*WHAT THE TASK REQUIRES*. Since the copy must match the original, write out each record word for word, skipping only the pictures.

*GIVEN DATA*.
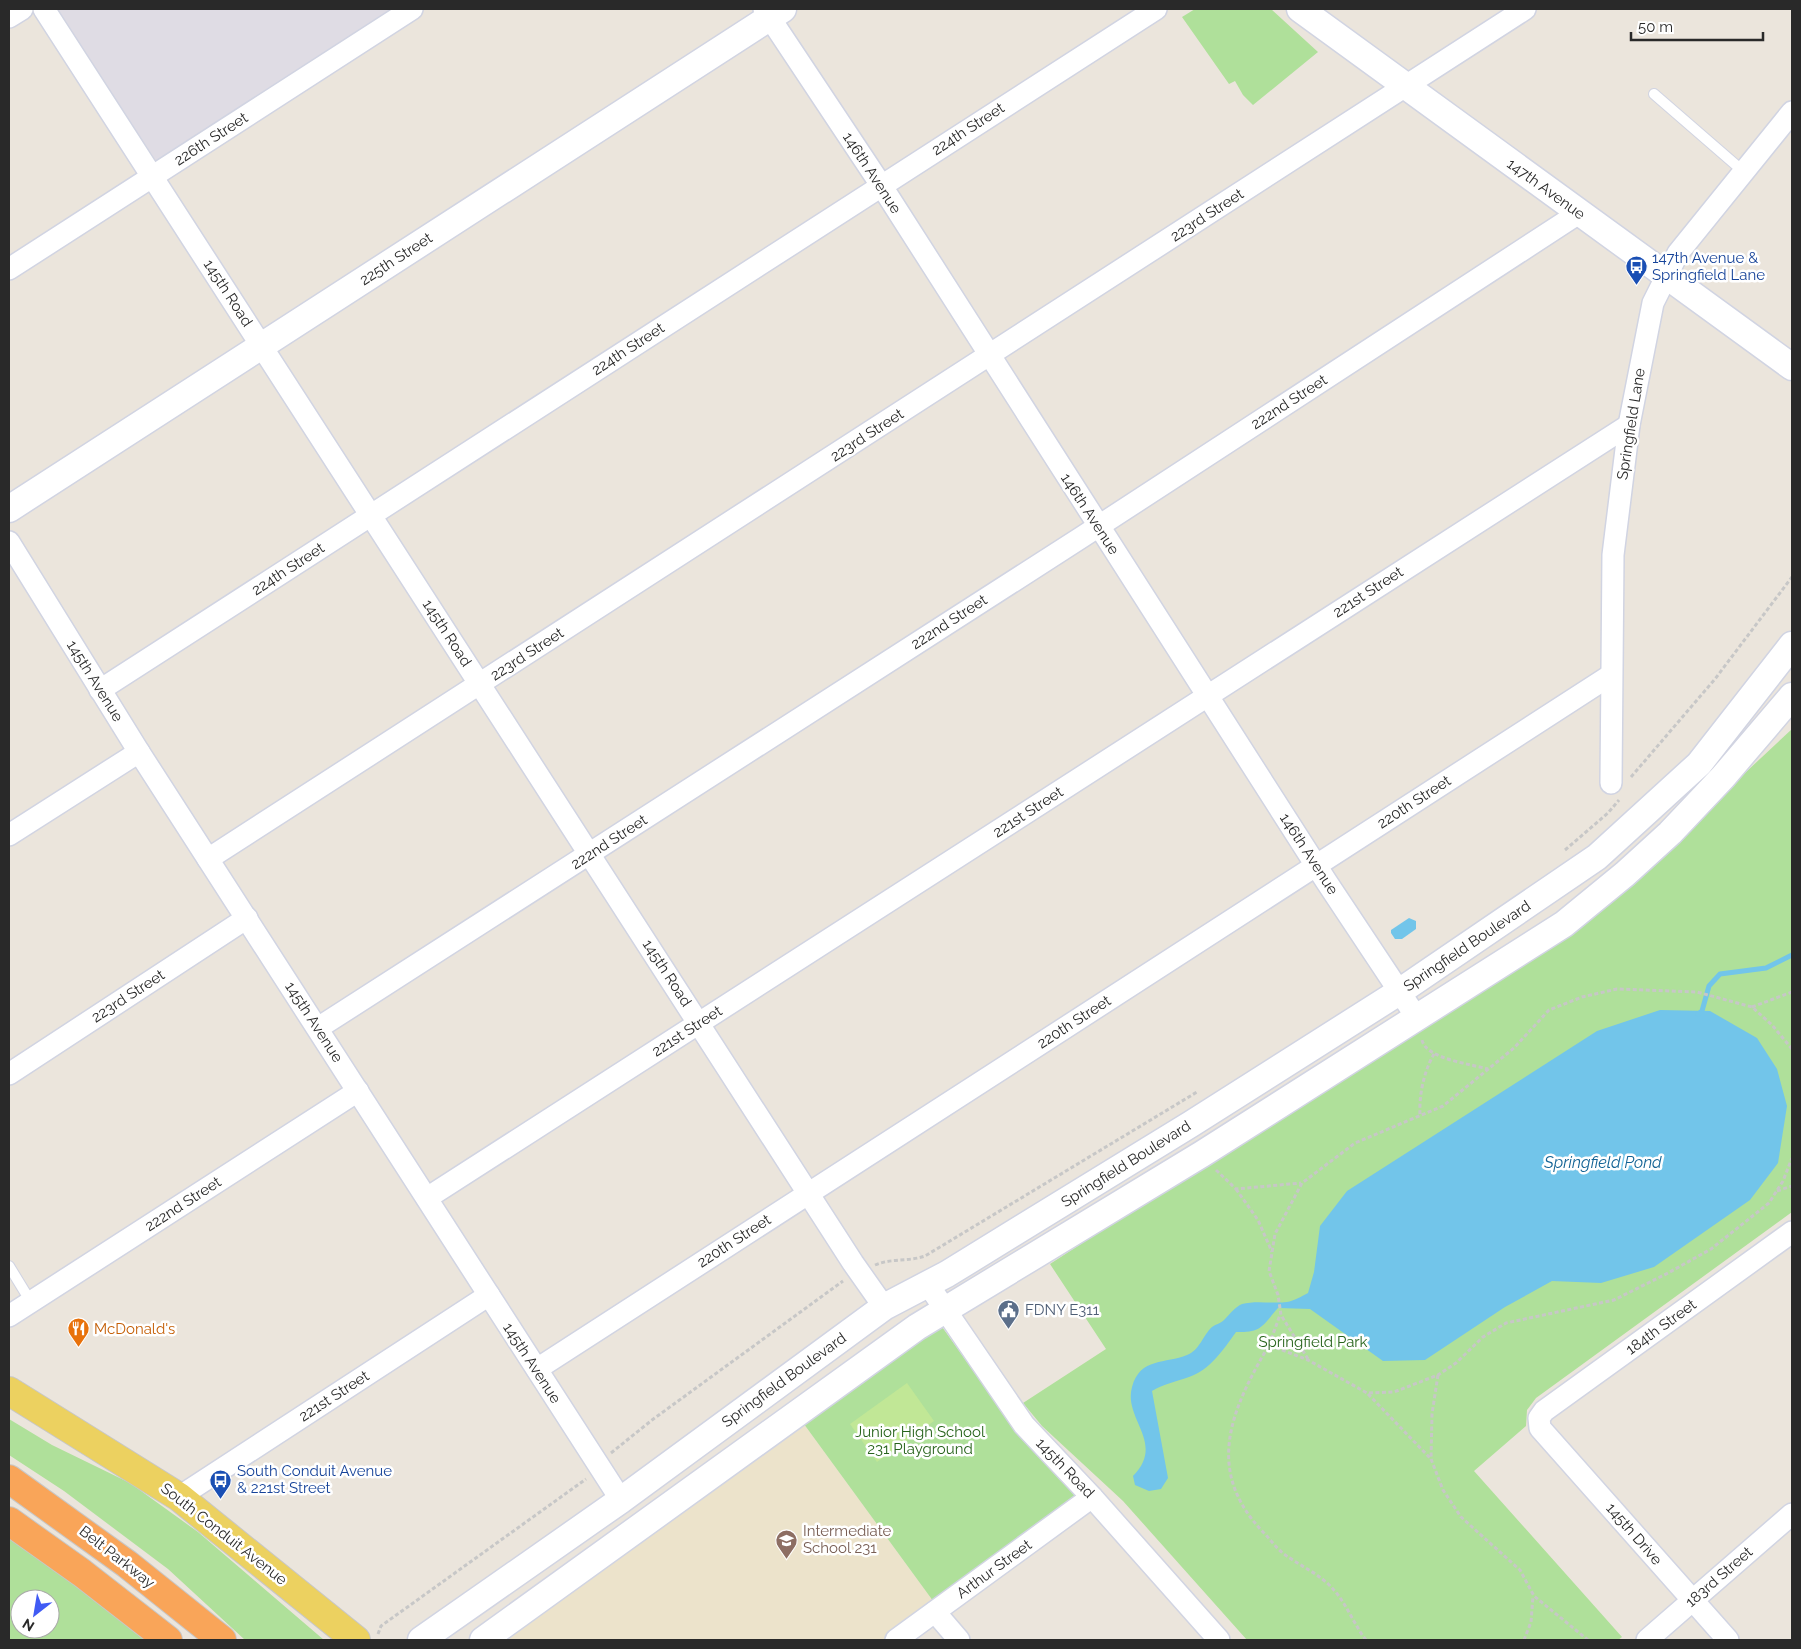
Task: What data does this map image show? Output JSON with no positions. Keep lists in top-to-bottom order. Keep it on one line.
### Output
{"streets":{"highway":["Belt Parkway"],"main road":["South Conduit Avenue"],"street":["224th Street","226th Street","146th Avenue","147th Avenue","223rd Street","225th Street","145th Road","222nd Street","Springfield Lane","221st Street","145th Avenue","220th Street","Springfield Boulevard","184th Street","145th Drive","Arthur Street","183rd Street"]},"crossings":[["224th Street","146th Avenue"],["224th Street","145th Road"],["224th Street","145th Avenue"],["226th Street","145th Road"],["146th Avenue","223rd Street"],["146th Avenue","225th Street"],["146th Avenue","222nd Street"],["146th Avenue","221st Street"],["146th Avenue","220th Street"],["146th Avenue","Springfield Boulevard"],["147th Avenue","223rd Street"],["147th Avenue","222nd Street"],["147th Avenue","Springfield Lane"],["223rd Street","145th Road"],["223rd Street","145th Avenue"],["225th Street","145th Road"],["145th Road","222nd Street"],["145th Road","221st Street"],["145th Road","220th Street"],["145th Road","Springfield Boulevard"],["145th Road","Arthur Street"],["222nd Street","145th Avenue"],["Springfield Lane","221st Street"],["Springfield Lane","220th Street"],["221st Street","145th Avenue"],["221st Street","South Conduit Avenue"],["145th Avenue","220th Street"],["145th Avenue","Springfield Boulevard"],["184th Street","145th Drive"],["145th Drive","183rd Street"]],"water":["Springfield Pond"],"parks":["Springfield Park","Junior High School 231 Playground"],"places":{"bus stop":["147th Avenue & Springfield Lane","South Conduit Avenue & 221st Street"],"public building":["FDNY E311"],"restaurant":["McDonald's"],"school or university":["Intermediate School 231"]},"scale_bar":"50 m","north":"bottom left"}
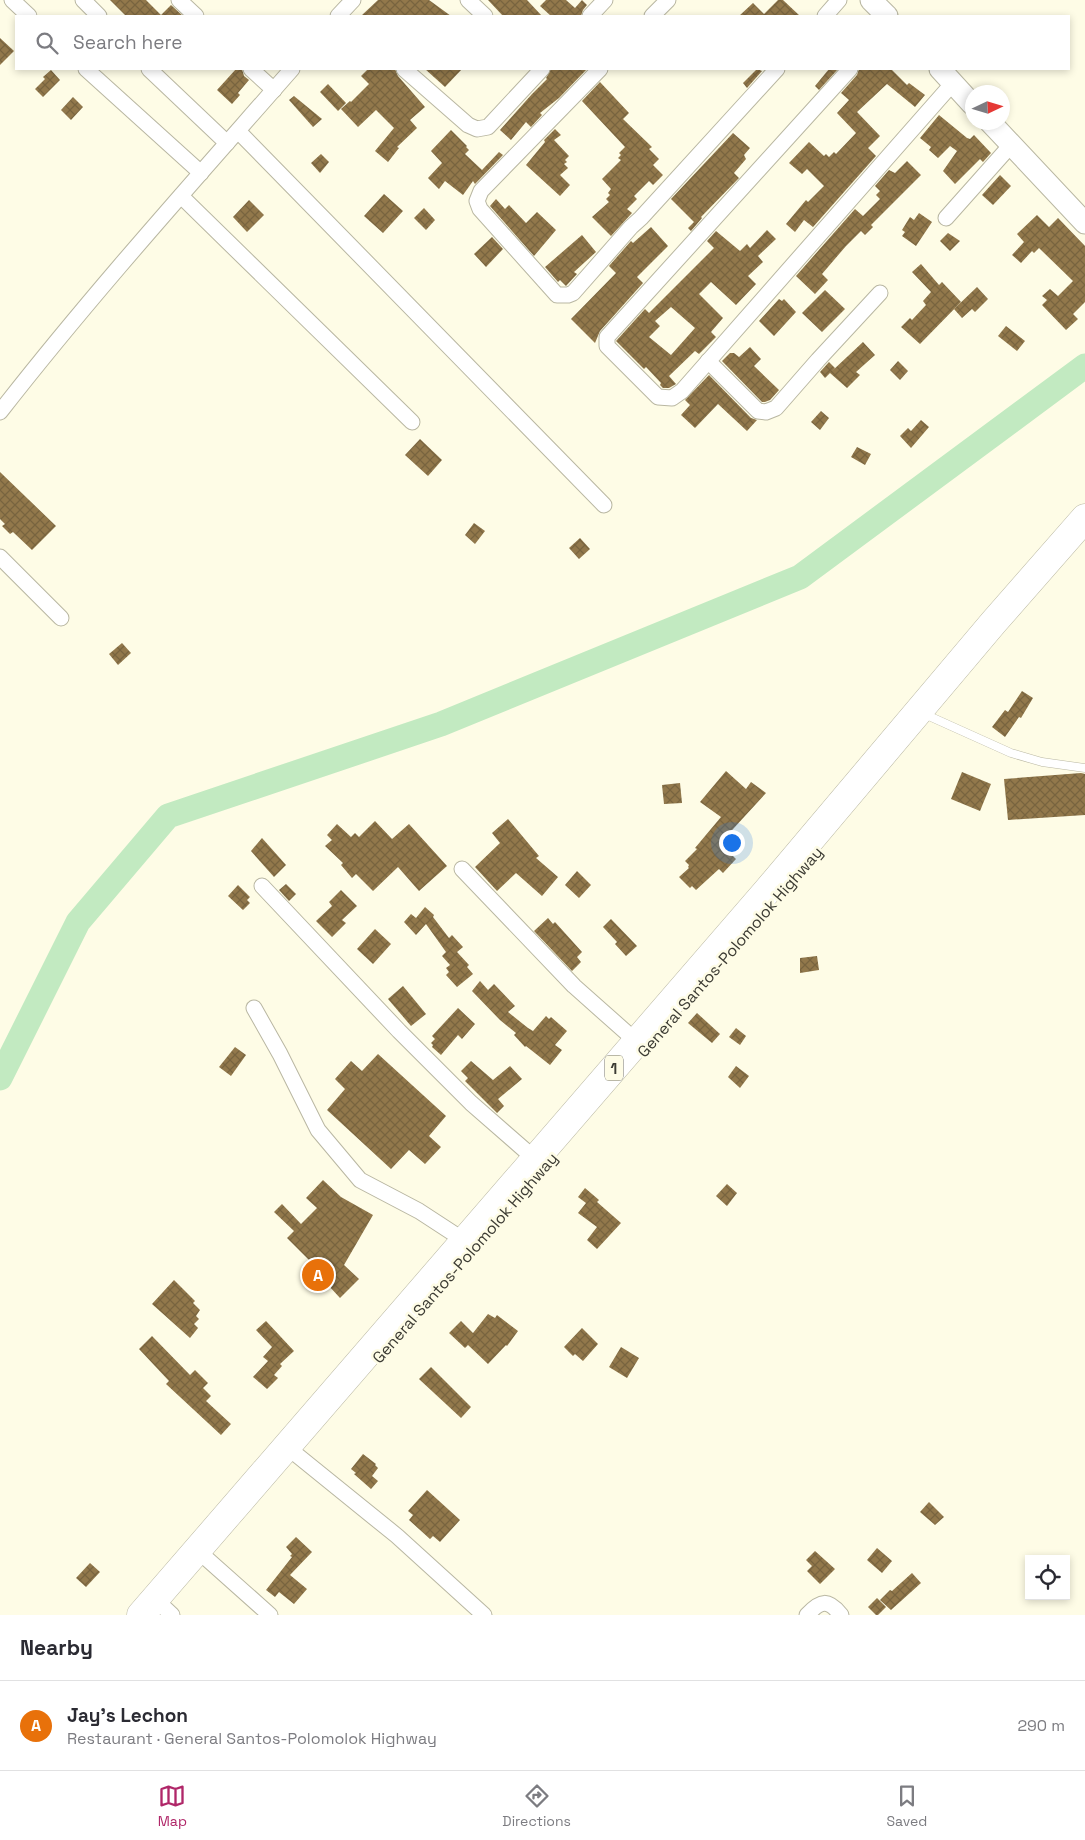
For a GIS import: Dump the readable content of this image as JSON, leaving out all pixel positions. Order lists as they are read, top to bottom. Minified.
{"streets":{"highway":["General Santos-Polomolok Highway","1"]},"crossings":[["General Santos-Polomolok Highway","1"]],"north":"right","page":{"search":"Search here","pins":"A","heading":"Nearby","list":[{"mark":"A","name":"Jay's Lechon","note":"Restaurant · General Santos-Polomolok Highway","value":"290 m"}],"nav":["Map","Directions","Saved"]}}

*PROBLEM SOLUTION*.
Task: What data does this map image show? Output JSON with no positions. Keep lists in top-to-bottom order. Keep it on one line.
### Output
{"streets":{"highway":["Belt Parkway"],"main road":["South Conduit Avenue"],"street":["224th Street","226th Street","146th Avenue","147th Avenue","223rd Street","225th Street","145th Road","222nd Street","Springfield Lane","221st Street","145th Avenue","220th Street","Springfield Boulevard","184th Street","145th Drive","Arthur Street","183rd Street"]},"crossings":[["224th Street","146th Avenue"],["224th Street","145th Road"],["224th Street","145th Avenue"],["226th Street","145th Road"],["146th Avenue","223rd Street"],["146th Avenue","225th Street"],["146th Avenue","222nd Street"],["146th Avenue","221st Street"],["146th Avenue","220th Street"],["146th Avenue","Springfield Boulevard"],["147th Avenue","223rd Street"],["147th Avenue","222nd Street"],["147th Avenue","Springfield Lane"],["223rd Street","145th Road"],["223rd Street","145th Avenue"],["225th Street","145th Road"],["145th Road","222nd Street"],["145th Road","221st Street"],["145th Road","220th Street"],["145th Road","Springfield Boulevard"],["145th Road","Arthur Street"],["222nd Street","145th Avenue"],["Springfield Lane","221st Street"],["Springfield Lane","220th Street"],["221st Street","145th Avenue"],["221st Street","South Conduit Avenue"],["145th Avenue","220th Street"],["145th Avenue","Springfield Boulevard"],["184th Street","145th Drive"],["145th Drive","183rd Street"]],"water":["Springfield Pond"],"parks":["Springfield Park","Junior High School 231 Playground"],"places":{"bus stop":["147th Avenue & Springfield Lane","South Conduit Avenue & 221st Street"],"public building":["FDNY E311"],"restaurant":["McDonald's"],"school or university":["Intermediate School 231"]},"scale_bar":"50 m","north":"bottom left"}
For a GIS import: Dump the readable content of this image as JSON, leaving out all pixel positions. Order lists as they are read, top to bottom. Minified.
{"streets":{"highway":["General Santos-Polomolok Highway","1"]},"crossings":[["General Santos-Polomolok Highway","1"]],"north":"right","page":{"search":"Search here","pins":"A","heading":"Nearby","list":[{"mark":"A","name":"Jay's Lechon","note":"Restaurant · General Santos-Polomolok Highway","value":"290 m"}],"nav":["Map","Directions","Saved"]}}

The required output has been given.